**Your instructions**:
Among the lines below, count those containing the word "junction". Give the number only.

[Source records]
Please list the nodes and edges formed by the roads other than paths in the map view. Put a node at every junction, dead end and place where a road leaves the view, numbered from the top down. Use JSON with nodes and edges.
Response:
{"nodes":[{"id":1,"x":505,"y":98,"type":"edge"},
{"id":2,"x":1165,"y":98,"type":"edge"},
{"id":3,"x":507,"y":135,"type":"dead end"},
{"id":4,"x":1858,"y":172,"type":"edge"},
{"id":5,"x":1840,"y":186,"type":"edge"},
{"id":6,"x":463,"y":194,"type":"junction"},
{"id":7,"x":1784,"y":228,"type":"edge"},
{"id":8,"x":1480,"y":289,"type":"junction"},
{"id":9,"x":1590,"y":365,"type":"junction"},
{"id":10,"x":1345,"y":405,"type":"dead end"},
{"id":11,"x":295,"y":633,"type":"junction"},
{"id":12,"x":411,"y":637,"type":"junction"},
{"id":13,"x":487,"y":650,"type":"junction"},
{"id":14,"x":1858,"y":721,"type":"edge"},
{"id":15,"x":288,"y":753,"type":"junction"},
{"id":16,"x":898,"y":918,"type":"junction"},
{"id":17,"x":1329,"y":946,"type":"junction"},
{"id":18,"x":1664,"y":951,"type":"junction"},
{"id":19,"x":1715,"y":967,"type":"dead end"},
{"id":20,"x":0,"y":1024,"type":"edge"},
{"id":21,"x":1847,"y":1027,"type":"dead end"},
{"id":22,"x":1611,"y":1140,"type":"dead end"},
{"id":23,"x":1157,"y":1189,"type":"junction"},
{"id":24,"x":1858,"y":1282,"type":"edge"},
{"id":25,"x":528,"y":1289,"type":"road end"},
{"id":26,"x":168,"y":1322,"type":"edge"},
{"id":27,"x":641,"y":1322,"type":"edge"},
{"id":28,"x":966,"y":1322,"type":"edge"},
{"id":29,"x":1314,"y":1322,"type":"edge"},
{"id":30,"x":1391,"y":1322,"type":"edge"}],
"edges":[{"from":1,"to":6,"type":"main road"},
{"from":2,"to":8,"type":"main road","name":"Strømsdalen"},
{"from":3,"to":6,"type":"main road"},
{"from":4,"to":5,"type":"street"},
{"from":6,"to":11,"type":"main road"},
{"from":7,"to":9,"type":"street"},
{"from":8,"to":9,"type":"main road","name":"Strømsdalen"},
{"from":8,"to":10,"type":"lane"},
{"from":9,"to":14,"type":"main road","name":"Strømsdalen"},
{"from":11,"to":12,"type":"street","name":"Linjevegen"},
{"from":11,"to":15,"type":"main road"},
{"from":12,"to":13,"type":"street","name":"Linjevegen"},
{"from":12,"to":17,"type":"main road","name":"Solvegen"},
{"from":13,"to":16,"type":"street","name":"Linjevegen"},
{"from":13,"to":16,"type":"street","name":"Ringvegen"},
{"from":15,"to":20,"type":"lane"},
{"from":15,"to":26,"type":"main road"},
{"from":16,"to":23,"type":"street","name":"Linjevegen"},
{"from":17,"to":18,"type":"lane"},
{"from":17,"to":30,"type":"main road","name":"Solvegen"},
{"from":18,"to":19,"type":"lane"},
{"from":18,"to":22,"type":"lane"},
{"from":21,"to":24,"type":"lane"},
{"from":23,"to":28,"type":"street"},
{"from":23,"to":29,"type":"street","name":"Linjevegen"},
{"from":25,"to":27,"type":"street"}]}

**Completed exercise**:
12